While NHS GPs try to reduce antibiotic prescribing, websites such as Dr Morton’s offer travel packs containing clarithromycin for self diagnosed chest infection, trimethoprim for urinary tract infection, and ciprofloxacin for travellers’ diarrhoea, with further “add on” antibiotics for additional fees (albeit subject to a doctor’s decision after an email or phone consultation).10 Such practice potentially undermines continuity of care and completeness of the medical record and exacerbates problems of antibiotic stewardship.
How should NHS general practice respond?
There is a need to improve access to NHS general practice, and the prime minister’s £50m challenge fund was set up to “stimulate innovative ways of providing primary care services,” including online consulting.11 However, despite considerable rhetoric, a recent survey of 696 respondents in 319 NHS general practices found few had any plans to introduce online consultations.12
If online consultations are a government priority, sustained financial investment is likely to be needed to encourage overstretched NHS GPs to introduce additional services. This has been achieved in Denmark, where GPs receive a fee per email sent, encouraging widespread adoption of email consultations.13 Without increased investment, hard decisions must be made about what the NHS can afford within limited budgets. Online access to healthcare at any time may not be a rational, effective use of healthcare resources if the goal is to maximise population health. If the NHS does not respond it risks being seen as technologically backwards and resistant to change. This could lead to a two tier system—one that is quick and responsive, paid for by the patient, and one which is slow and inconvenient, paid for by the government. If the NHS cannot meet demands for more convenient care within current resources, and no further investment is provided, another option may be for patient copayments for online consultations. However, experience from other countries shows that copayments can increase health inequalities without reducing demand,14 with attempts to introduce GP copayments in Australia being so unpopular they were recently abandoned.15
The challenges highlighted by private online healthcare companies are therefore a microcosm of the problems facing the NHS as a whole, with burgeoning demand requiring tough decisions to be made about what the NHS is willing to fund. Lessons should be learnt from the history of information technology in the NHS, which has been one of high profile overspend and failure to deliver expected outcomes.16 New models of healthcare must be evaluated and evidence based but also timely and relevant to the population. If the NHS does not supply relevant services, the private sector will be unafraid to do so in its place. The consequences represent a step into the unknown, with potential substantial adverse and far reaching effects.

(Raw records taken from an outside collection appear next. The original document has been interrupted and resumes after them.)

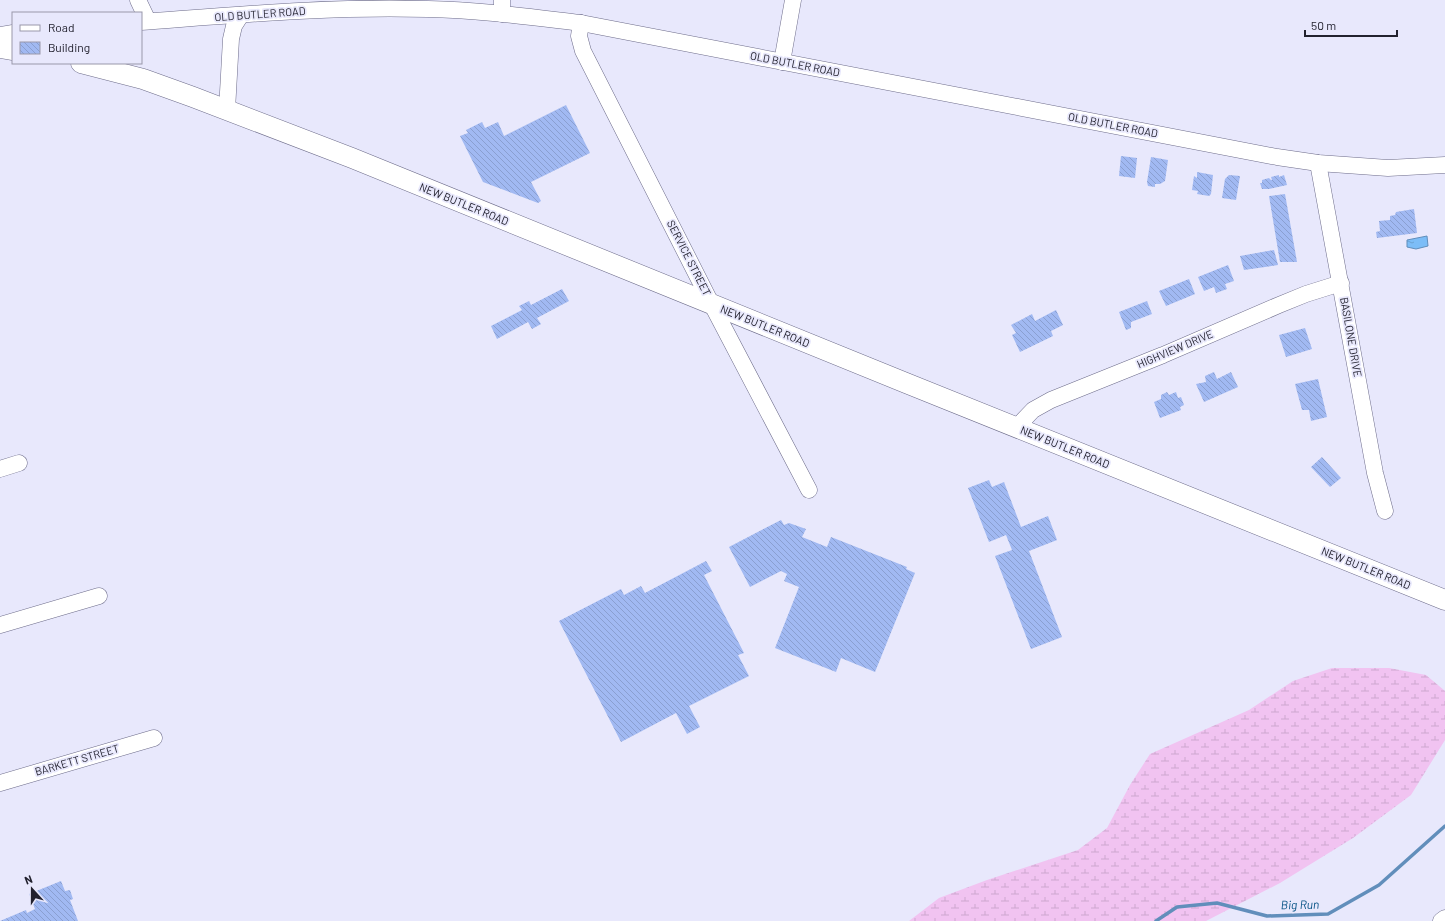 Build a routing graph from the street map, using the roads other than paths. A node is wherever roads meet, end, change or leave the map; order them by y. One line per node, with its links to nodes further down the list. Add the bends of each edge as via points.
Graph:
1 (138, 0): 6 (street)
2 (793, 0): 12 (street)
3 (320, 5): 4 (street, OLD BUTLER ROAD, via 478,11); 5 (street, OLD BUTLER ROAD)
4 (502, 7): 7 (street, OLD BUTLER ROAD)
5 (241, 15): 6 (street, OLD BUTLER ROAD); 14 (street, via 234,26 231,39)
6 (145, 21)
7 (581, 23): 12 (street, OLD BUTLER ROAD); 18 (street, SERVICE STREET, via 583,51)
8 (12, 33): 9 (street)
9 (0, 35)
10 (0, 48): 11 (main road)
11 (12, 50)
12 (782, 62): 15 (street, OLD BUTLER ROAD)
13 (85, 64): 14 (main road, NEW BUTLER ROAD, via 143,79)
14 (227, 110): 18 (main road, NEW BUTLER ROAD, via 352,158)
15 (1318, 163): 16 (street, OLD BUTLER ROAD, via 1388,168); 17 (street, BASILONE DRIVE)
16 (1445, 165)
17 (1341, 283): 19 (street, HIGHVIEW DRIVE, via 1306,294 1052,400 1033,410); 23 (street, BASILONE DRIVE, via 1375,473)
18 (712, 305): 19 (main road, NEW BUTLER ROAD); 22 (street, SERVICE STREET)
19 (1016, 428): 25 (main road, NEW BUTLER ROAD)
20 (19, 463): 21 (street)
21 (0, 469)
22 (808, 490)
23 (1385, 511)
24 (99, 596): 26 (street)
25 (1445, 600)
26 (0, 625)
27 (154, 738): 28 (street, BARKETT STREET)
28 (0, 783)
29 (1445, 918): 30 (street)
30 (1441, 921)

Competing interests: We have read and understood BMJ policy on declaration of interests and declare the following interests: CS, HA, BM, and SZ are coinvestigators on a National Institute for Health Research funded project to explore the potential of alternatives to face to face consultations in general practice. BM is chief investigator on a Chief Scientist Office funded project to explore the use of remote consulting to manage long term conditions and reduce workload. JC is chief investigator and CS is coinvestigator on an NIHR funded project to explore issues relating to GP workforce; CS is coprincipal investigator on an NIHR funded analysis of GP workload.
Provenance and peer review: Not commissioned; externally peer reviewed.